KIM, Jonathan J.1, CASEY, Patti2 and COMSTOCK, Jeff2, (1)Vermont Geological Survey, 1 National Life Drive, Main 2, Montpelier, VT 05620-3902, (2)Vermont Agency of Agriculture, 116 State Street, Montpelier, VT 05620-2901

The Vermont Geological Survey (VGS) and Agency of Agriculture (VAA) have collaborated for 17 years to understand the fate and transport of nitrates at large dairy farms in Vermont, where groundwater from farm and domestic wells (and springs) exceeds the maximum contaminant level (MCL) of 10 ppm. The VAA routinely monitors wells around these farms for nitrates and herbicides and requests VGS expertise when elevated nitrate levels are persistent. Aquifer characterization studies were completed at farms in Sheldon and East Montpelier, are ongoing in Hardwick and Sutton, and are planned in Bristol and Irasburg. The goal of these studies is to build a geologic framework that can be used to guide nutrient management practices.

The aquifer characterization process is multi-disciplinary and incorporates components of physical (geologic mapping, spatial analysis of well driller logs) and chemical (major and trace elements, nitrate, herbicides, nitrogen and oxygen isotopes, and groundwater tracer-ages) hydrogeology. Once a physical 3-D geologic framework is constructed, the chemical tracers give a 4th dimension. Aquifer characterization is in an intermediate stage in both Hardwick and Sutton.
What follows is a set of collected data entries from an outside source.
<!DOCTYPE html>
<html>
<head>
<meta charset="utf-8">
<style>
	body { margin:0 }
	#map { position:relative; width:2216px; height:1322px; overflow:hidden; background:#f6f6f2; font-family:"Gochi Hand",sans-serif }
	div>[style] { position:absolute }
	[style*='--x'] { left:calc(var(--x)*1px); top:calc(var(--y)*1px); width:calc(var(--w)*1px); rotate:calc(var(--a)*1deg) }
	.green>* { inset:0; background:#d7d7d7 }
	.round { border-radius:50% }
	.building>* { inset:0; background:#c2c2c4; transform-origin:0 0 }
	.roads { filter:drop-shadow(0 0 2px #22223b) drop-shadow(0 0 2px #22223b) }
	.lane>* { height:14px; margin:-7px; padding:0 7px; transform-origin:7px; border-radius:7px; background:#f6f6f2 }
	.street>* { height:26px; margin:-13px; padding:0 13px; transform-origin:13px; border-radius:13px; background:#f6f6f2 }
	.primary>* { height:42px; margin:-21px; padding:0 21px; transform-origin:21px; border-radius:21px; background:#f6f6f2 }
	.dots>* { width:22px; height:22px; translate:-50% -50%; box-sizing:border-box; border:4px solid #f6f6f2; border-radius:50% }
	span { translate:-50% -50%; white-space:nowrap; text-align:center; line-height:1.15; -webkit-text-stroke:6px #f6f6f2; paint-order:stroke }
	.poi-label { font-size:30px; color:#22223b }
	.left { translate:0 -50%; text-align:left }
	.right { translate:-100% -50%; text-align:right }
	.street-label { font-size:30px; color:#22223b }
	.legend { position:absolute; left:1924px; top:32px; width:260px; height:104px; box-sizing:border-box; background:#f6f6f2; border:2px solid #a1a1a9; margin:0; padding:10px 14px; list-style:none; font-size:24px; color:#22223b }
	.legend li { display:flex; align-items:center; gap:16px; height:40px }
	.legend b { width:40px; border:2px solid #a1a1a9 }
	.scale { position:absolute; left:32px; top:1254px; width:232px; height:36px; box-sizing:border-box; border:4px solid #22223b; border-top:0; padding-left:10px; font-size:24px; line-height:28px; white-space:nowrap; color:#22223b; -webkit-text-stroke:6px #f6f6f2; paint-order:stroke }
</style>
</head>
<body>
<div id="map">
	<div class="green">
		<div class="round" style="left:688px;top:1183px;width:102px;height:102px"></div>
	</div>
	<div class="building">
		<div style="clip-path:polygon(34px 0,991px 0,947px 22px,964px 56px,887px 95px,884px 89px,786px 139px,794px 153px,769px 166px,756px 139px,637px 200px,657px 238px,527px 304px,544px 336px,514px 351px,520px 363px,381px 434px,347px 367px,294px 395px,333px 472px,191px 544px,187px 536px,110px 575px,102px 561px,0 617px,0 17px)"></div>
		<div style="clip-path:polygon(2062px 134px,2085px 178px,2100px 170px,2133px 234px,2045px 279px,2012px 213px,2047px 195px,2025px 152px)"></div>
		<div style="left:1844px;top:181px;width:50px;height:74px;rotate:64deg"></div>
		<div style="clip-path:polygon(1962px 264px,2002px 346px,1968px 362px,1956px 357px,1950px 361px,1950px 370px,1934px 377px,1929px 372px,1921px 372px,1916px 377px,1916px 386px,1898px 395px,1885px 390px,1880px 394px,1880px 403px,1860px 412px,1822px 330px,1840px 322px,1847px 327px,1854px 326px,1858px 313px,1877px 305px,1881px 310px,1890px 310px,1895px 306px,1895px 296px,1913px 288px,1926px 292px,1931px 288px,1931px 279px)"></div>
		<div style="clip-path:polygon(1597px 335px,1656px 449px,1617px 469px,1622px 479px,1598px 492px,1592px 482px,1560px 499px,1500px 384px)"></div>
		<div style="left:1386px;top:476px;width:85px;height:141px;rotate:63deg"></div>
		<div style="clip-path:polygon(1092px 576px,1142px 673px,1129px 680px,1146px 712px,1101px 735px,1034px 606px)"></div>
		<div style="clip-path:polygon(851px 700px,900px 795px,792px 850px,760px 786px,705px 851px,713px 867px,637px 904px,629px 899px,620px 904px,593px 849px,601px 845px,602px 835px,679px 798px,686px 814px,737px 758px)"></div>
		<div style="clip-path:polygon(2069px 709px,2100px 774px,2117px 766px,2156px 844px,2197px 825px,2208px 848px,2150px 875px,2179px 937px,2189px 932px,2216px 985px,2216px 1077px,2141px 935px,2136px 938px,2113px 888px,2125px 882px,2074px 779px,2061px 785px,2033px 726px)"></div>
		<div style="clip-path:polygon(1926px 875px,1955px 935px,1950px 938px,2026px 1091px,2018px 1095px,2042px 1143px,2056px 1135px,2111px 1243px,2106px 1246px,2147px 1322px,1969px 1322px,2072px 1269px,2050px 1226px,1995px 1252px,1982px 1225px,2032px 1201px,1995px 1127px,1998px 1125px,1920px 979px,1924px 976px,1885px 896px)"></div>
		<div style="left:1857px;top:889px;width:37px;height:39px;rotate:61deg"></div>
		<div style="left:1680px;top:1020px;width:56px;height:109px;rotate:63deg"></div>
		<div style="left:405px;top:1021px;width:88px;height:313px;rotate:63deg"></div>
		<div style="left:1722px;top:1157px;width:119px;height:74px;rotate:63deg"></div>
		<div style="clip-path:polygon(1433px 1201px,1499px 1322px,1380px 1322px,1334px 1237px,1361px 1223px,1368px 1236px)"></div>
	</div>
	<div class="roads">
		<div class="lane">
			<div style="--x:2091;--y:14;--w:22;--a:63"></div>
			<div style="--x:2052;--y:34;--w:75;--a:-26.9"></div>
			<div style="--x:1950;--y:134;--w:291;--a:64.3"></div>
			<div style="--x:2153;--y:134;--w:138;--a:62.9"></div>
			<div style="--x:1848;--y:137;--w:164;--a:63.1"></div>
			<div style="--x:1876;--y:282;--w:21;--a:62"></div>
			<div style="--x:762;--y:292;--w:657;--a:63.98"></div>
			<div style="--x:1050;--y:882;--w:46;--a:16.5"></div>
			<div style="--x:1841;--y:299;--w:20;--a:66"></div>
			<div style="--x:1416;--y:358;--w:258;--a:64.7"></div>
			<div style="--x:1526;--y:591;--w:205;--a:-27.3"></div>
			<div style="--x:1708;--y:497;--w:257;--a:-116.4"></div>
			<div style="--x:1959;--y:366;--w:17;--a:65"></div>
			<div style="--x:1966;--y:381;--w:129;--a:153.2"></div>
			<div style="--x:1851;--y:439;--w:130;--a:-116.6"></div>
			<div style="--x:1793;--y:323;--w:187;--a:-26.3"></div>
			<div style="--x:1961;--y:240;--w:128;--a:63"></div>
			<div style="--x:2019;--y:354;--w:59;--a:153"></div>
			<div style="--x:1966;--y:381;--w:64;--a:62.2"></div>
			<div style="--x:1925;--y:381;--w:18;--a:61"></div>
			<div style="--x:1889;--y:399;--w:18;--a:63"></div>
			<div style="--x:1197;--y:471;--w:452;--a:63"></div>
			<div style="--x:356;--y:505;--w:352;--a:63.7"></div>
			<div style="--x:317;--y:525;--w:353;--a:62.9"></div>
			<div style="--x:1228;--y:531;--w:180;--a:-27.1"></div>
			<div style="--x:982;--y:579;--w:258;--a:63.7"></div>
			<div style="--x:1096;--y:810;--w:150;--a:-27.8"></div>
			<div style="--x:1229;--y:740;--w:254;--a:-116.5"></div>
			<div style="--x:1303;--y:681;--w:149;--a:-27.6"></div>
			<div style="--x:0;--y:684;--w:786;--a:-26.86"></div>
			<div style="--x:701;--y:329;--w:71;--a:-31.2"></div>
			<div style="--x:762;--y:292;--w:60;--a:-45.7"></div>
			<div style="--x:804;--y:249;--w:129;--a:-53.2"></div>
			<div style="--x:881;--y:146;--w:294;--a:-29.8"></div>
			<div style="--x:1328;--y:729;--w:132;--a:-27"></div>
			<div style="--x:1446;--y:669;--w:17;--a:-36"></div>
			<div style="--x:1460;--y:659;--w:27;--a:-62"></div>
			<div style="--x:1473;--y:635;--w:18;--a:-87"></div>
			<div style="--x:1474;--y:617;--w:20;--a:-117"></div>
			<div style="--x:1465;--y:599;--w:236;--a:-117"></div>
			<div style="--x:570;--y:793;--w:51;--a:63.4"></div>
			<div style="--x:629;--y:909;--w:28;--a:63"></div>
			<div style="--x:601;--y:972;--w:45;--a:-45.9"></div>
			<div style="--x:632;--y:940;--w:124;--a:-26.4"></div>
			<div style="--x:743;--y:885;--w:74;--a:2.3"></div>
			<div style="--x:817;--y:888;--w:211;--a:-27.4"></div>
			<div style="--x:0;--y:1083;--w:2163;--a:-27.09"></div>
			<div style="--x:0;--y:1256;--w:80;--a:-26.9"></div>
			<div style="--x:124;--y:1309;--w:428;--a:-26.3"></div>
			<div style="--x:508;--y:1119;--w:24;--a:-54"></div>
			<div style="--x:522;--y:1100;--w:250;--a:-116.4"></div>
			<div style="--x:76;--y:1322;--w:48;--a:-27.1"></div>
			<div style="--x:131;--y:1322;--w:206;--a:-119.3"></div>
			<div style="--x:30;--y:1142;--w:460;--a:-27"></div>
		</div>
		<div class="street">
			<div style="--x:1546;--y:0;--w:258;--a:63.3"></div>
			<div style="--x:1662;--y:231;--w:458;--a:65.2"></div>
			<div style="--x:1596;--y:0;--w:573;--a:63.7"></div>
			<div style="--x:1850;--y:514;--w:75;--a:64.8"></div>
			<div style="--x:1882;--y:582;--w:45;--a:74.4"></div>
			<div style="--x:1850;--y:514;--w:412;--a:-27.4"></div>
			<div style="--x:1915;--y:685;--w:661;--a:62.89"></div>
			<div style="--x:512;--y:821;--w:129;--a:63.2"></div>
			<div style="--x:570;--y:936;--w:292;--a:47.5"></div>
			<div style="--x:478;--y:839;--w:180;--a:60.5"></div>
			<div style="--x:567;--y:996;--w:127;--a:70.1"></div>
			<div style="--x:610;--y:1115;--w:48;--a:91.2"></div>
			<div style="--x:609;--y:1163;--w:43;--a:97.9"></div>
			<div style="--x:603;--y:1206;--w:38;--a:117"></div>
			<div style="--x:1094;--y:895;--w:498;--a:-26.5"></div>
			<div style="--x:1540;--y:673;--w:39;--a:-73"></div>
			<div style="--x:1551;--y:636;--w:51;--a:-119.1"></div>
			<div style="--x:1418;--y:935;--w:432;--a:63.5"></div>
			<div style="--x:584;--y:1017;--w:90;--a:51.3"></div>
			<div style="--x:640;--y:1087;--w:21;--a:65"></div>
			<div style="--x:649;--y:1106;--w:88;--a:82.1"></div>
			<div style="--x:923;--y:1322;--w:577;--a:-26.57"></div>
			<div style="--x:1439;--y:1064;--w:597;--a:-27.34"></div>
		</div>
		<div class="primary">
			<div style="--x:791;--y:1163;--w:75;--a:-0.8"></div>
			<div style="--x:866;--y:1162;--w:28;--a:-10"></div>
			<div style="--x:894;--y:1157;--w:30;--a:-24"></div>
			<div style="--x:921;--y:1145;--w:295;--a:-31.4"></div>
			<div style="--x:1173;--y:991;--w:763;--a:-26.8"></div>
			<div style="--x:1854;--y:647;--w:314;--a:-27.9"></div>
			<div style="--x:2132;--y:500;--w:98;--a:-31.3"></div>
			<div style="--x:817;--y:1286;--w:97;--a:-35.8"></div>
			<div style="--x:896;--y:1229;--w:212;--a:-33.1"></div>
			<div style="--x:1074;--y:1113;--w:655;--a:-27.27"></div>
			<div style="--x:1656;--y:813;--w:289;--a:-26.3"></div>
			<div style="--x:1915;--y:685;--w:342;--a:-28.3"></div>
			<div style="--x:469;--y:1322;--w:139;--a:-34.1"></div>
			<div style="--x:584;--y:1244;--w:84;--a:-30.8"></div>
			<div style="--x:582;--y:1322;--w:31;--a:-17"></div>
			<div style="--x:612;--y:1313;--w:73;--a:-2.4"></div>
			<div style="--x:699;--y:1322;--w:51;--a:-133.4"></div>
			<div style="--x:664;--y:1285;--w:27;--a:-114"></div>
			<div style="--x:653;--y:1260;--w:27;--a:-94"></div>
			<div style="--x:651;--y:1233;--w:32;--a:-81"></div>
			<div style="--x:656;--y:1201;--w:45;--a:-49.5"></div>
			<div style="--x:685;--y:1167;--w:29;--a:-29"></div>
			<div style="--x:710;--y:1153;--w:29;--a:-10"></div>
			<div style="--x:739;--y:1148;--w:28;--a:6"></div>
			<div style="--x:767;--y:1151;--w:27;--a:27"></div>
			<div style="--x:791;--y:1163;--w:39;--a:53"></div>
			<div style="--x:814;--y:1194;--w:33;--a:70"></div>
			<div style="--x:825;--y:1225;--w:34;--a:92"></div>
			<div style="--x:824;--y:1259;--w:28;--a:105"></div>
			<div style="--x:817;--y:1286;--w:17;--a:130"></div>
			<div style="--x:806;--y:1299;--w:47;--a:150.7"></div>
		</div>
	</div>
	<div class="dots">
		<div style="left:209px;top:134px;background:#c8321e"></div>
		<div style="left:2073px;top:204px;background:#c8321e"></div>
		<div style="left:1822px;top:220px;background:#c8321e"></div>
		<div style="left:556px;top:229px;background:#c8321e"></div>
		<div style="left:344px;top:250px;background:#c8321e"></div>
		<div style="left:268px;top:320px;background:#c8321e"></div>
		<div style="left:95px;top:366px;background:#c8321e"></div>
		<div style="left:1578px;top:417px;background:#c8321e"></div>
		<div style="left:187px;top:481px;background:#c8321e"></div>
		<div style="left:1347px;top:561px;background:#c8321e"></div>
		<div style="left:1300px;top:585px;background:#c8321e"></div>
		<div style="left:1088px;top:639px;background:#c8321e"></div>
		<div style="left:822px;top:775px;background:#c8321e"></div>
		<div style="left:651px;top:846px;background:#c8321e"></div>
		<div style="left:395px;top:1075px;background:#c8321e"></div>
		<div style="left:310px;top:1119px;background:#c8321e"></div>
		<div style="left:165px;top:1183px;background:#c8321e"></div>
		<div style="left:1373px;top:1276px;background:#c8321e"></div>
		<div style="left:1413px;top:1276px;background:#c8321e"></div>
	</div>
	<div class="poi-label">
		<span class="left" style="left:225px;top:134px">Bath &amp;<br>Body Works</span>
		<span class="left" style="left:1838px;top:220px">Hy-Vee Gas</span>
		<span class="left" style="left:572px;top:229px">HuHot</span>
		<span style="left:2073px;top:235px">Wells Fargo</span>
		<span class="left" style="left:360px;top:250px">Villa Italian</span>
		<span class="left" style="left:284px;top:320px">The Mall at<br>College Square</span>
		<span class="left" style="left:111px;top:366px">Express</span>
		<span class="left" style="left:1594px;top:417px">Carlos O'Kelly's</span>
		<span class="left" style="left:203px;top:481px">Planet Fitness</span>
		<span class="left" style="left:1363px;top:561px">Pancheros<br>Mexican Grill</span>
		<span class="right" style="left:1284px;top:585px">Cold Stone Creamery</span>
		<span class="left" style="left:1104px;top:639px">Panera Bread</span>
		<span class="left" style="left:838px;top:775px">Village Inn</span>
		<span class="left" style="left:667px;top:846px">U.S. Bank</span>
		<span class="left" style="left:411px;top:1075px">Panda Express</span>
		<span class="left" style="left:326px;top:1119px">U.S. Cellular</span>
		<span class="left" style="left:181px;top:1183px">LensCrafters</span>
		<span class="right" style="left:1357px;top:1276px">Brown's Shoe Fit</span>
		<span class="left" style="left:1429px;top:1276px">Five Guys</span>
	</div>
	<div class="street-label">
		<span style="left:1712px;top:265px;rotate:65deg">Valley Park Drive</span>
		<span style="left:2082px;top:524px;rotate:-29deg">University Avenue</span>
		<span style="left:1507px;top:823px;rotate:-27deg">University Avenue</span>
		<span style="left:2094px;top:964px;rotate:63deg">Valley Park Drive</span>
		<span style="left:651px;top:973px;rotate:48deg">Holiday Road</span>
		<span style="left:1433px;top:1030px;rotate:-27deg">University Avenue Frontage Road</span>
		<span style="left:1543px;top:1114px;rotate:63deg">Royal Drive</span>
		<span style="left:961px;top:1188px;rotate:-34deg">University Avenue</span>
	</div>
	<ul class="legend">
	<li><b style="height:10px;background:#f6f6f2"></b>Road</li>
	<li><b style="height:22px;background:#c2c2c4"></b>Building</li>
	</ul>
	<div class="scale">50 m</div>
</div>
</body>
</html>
The Hardwick and Sutton farms are situated in interbedded gray phyllites and sandy marbles of the Waits River Formation, where secondary porosity can develop parallel to bedding. The bedrock is overlain by porous and permeable sandy till of variable thickness. Steeply-dipping fractures that strike N-S and E-W are common.

Nitrate records for wells and springs surrounding the Hardwick farm span ~20 years and indicate elevated contamination levels for extended periods. Herbicide levels, which are well below drinking water standards, are an important groundwater tracer for farm activity. Peaks in herbicide abundances are out-of-phase with those of nitrates. Significant changes in nutrient management practices have yet to reduce nitrate levels.

The Sutton farm area was chosen for study because of elevated nitrate levels in a bedrock well serving the town school. Although nitrate levels have decreased below the MCL in this well, elevated levels persist in other wells. Our preliminary analysis suggests that different nitrate sources (point and non-point) affect spatially separate groupings of contaminated wells and springs.